The biomechanical strength of the femur internal fixation was enhanced after the addition of cerclage wire fixation. Many previous studies have reported satisfactory clinical outcomes of cerclage wire application in the treatment of subtrochanteric femur fracture. Hoskins et al. [23] conducted a 7-year retrospective review of all subtrochanteric fractures at a level 1 trauma center, and they concluded that in open reduction, a cerclage wire should be used as long as the fracture pattern allows. Karayiannis P [24] reviewed 465 patients with unstable intertrochanteric and subtrochanteric femoral fractures. It was found that cerclage cables/wires can augment fixation in subtrochanteric fractures with potential benefits including improving quality of reduction. However, evidence for their use in intertrochanteric fractures is much more contentious and it should be used where a definite improvement in reduction can be obtained. A prospective cohort study conducted by Codesido P [25] revealed that better reduction is achieved when using cerclage wires for fragility subtrochanteric fractures, and better outcomes in terms of life quality were observed in the cerclage group.

Finite element analysis showed that the maximum displacement of the femur of the PFNA fixed model was 2.668 mm, and the maximum displacement of the femur of the PFNA fixed model with cerclage wire was 2.499 mm, which was slightly reduced. Moreover, the relative slip between fracture blocks was reduced after the addition of cerclage wire ligation, suggesting that ligation can effectively increase the overall stability of the fracture model, and the fixation of ligation can also stabilize the relative slip between fracture blocks. Conversely, the maximum stress of PFNA decreased from 830.4 MPa to 830.1 MPa after the addition of cerclage wire. The addition of ligation reduces the stress load of PFNA intramedullary fixation to a certain extent, which is conducive to the maintenance of intramedullary fixation and reduces the risk of stress concentration.
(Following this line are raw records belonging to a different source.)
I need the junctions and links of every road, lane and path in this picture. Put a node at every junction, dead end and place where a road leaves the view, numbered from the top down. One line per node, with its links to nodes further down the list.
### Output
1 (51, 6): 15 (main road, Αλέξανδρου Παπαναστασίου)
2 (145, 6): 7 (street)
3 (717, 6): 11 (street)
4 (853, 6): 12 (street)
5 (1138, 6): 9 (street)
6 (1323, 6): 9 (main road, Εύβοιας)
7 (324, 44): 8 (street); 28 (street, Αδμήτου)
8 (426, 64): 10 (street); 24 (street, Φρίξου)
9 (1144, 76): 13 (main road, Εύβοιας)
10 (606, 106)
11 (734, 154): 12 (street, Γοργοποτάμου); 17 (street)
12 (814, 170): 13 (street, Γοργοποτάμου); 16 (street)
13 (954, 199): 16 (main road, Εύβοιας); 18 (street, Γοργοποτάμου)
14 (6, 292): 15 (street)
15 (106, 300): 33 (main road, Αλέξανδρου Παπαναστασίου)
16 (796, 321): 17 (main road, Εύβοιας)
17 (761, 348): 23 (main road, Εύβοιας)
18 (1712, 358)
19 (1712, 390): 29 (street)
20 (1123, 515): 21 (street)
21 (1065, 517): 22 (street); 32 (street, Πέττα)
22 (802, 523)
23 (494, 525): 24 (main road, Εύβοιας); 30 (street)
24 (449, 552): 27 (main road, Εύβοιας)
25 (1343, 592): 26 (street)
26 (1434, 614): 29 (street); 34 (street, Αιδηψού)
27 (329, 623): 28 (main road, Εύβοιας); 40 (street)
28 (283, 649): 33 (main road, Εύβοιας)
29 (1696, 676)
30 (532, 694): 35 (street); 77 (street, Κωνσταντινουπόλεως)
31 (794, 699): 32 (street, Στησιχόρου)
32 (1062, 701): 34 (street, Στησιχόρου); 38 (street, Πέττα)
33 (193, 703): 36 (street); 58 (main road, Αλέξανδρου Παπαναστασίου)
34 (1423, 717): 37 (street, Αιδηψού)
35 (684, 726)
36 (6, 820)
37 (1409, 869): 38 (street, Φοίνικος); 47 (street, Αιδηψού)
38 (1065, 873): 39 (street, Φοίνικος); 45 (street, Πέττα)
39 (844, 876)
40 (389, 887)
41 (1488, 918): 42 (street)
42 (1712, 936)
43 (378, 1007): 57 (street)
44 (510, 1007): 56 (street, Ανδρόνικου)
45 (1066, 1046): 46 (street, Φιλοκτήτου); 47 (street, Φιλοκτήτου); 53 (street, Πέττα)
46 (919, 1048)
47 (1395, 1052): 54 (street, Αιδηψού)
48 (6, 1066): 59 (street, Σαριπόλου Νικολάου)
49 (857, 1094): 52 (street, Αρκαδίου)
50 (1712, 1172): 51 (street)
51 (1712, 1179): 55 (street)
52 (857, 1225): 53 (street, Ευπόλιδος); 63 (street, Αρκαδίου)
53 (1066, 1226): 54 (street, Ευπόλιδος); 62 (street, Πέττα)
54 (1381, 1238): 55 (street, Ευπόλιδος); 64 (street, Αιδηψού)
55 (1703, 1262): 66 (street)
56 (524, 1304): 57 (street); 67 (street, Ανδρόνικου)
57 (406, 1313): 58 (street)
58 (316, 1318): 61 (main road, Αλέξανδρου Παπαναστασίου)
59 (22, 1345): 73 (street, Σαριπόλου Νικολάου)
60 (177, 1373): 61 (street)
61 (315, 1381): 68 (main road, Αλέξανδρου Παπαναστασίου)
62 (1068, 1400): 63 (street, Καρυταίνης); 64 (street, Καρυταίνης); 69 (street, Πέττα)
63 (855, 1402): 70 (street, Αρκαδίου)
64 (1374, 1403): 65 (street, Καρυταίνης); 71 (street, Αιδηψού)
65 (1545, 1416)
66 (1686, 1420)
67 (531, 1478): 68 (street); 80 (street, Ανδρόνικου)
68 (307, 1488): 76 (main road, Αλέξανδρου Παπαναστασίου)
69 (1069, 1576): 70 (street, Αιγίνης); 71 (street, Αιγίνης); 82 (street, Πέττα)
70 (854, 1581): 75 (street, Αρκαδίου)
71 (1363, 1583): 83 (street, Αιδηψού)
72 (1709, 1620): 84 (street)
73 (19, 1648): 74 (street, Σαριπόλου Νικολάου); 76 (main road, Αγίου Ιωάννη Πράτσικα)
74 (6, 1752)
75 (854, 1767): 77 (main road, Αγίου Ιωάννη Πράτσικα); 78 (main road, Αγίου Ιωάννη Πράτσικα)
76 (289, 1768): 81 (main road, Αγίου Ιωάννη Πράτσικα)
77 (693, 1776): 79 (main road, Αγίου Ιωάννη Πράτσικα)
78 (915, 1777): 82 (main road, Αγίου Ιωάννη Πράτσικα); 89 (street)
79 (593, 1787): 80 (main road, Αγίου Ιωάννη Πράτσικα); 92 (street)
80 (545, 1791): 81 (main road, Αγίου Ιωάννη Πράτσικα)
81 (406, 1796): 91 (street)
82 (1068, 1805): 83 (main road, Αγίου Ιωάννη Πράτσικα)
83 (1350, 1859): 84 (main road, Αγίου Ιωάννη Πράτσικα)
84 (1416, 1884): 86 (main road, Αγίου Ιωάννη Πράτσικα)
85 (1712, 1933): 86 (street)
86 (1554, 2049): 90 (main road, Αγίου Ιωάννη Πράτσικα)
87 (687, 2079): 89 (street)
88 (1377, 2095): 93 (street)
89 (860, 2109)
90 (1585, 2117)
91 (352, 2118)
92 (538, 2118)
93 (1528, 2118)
Local stress concentrations in the cerclage wire may increase the risk of failure. The maximum stress of the cerclage wire is 1433 MPa, which is located at the back side of the belt. The maximum stress of PFNA was 830.4 MPa in the simple fixed PFNA model. The maximum stress of the cerclage wire was much higher than that of PFNA, which was doubled after the addition of PFNA to the ligature.

The greater stress applied to the femoral bone surface increase the failure risk of the ligation itself; thus, fracture of the cerclage wire may occur after the operation [7, 22]. The maximum stress of the cerclage wire was reduced to 147.8 MPa after another cerclage wire was added for fixation. Therefore, in clinical applications, the stress concentration can be dispersed by appropriately increasing the number of wires. However, considering the large tissue dissection that affects fracture healing, it is common to add up to two additional bands clinically.

In conclusion, this study confirmed that PFNA combined with cerclage wires in the treatment of unstable subtrochanteric fractures was easy to perform, with satisfactory fracture reduction, stable fixation, and good postoperative limb function recovery. At the same time, the biomechanical effect of fixation with cerclage wires on fracture fixation is explained through finite element analysis, which provides a reference for clinical treatment.